Harilala Ranjatohery: « Le Kabary, un art vieux de 1 200 ans »

Historiquement, le Kabary, art oratoire malgache émerge à l’orée du XVe siècle. Cela dit, Harilala Ranjatohery, historien, académicien et non moins mpikabary depuis plus de 45 ans, insiste sur la nécessité de repousser les limites de recherches sur cet art millénaire. Interview.

* Les Nouvelles : Pour commencer, parlez-nous de l’origine du Kabary ?
– Harilala Ranjatohery : Quand on parle de la genèse du Kabary malagasy, on fait allusion à Andriandranolava, un maître incontesté de l’art oratoire au 15e siècle. Il y a une part de vérité dans cet argument puisque la personne en question est réputée pour son excellente maîtrise de l’art de la prise de parole en public. Mais quand il s’agit du Kabary en tant qu’outil de négociation, de persuasion et de résolution de conflits sociaux, l’histoire remonte au 9e siècle, du temps du Rabefanontaniana. Reconnu à travers son intelligence et son ingéniosité remarquable, il est constamment sollicité pour négocier, convaincre et gérer les conflits sociaux. Faut-il rappeler que cette période était fortement marquée par le développement du commerce et de la relation internationale, aussi bien dans les hautes terres centrales que les zones côtières.
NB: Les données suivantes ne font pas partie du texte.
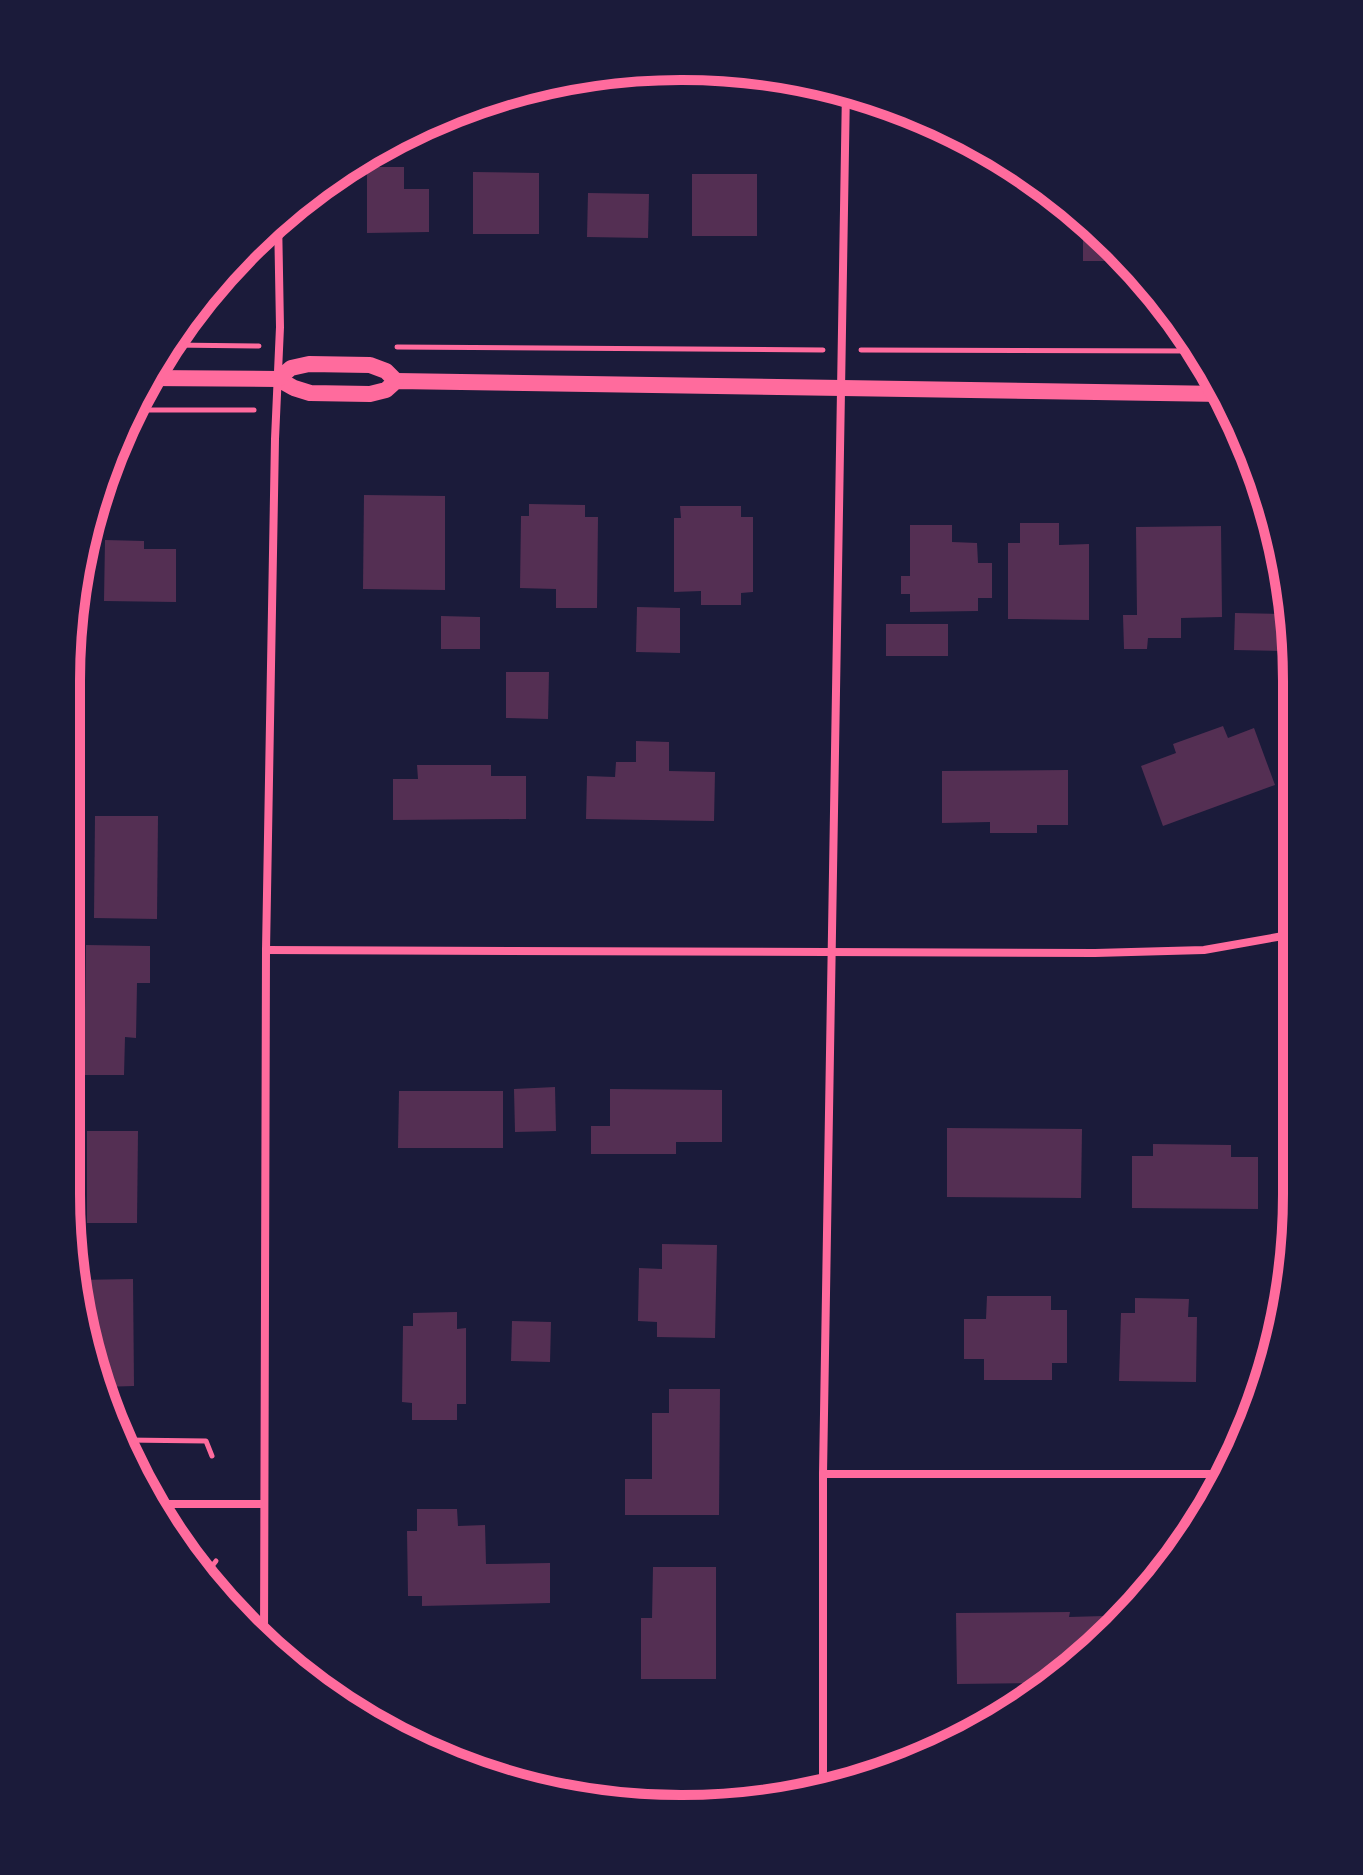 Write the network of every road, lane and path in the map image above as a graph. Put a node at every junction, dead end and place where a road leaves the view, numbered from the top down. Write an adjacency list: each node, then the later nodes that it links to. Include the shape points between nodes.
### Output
1 (846, 103): 12 (street)
2 (278, 236): 10 (street)
3 (182, 345): 4 (path)
4 (257, 346)
5 (390, 347): 6 (path)
6 (804, 349)
7 (877, 350): 8 (path)
8 (1184, 351)
9 (163, 378): 10 (main road)
10 (278, 379): 11 (main road, via 310,393 386,390); 11 (main road, via 291,368 309,364 370,365); 17 (street)
11 (396, 381): 12 (main road)
12 (841, 388): 13 (main road); 18 (street)
13 (1209, 394)
14 (145, 410): 15 (path)
15 (232, 410)
16 (1283, 936): 18 (street, via 1204,950)
17 (266, 950): 18 (street); 24 (street)
18 (830, 951): 21 (street)
19 (133, 1440): 20 (path, via 206,1441)
20 (212, 1456)
21 (823, 1474): 22 (street); 28 (street)
22 (1213, 1474)
23 (167, 1504): 24 (street)
24 (264, 1504): 27 (street)
25 (216, 1561): 26 (path)
26 (211, 1568)
27 (264, 1626)
28 (823, 1778)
* La prise de parole en public a-t-elle toujours été une affaire d’hommes ?
– Je ne suis pas du même avis. Beaucoup de femmes se sont vues assignées cette noble tâche dans l’histoire de Madagascar pour ne citer que la souveraine Ranavalona I dans l’Imerina, la reine Ravahiny issue du pays Sakalava et Ramanantenasoa l’une des épouses d’Andrianampoi­nimerina à Alasora. Une tradition sacro-sainte du royaume Tanala de l’Ikongo, le kabarim-biavy est prononcé lors de cas d’abus d’autorité masculine envers sa conjointe ou ses enfants. Il s’agit d’une forme de justice de genre appliquée depuis le 19e siècle. De nos jours, le rôle de mpikabary est attribué aussi bien aux femmes qu’aux hommes. Je pense que la société dans laquelle nous vivons ne pose plus de problème à cette ouverture de l’art discursif.

* Que pensez-vous de la reconnaissance du Kabary comme Patrimoine culturel immatériel de l’humanité ?
– Nous venons de célébrer le 15 janvier dernier la Journée nationale du Kabary et le 4e anniversaire de son inscription sur la liste du Patrimoine culturel immatériel de l’humanité. C’est une bonne chose dans la mesure où notre culture va susciter l’intérêt des citoyens du monde, qui vont certainement la découvrir et l’apprendre. D’un autre point de vue, nous avons également le devoir de préserver et de promouvoir notre patrimoine pour maintenir ce statut octroyé par l’Unesco, qui en effectue l’évaluation tous les trois ans.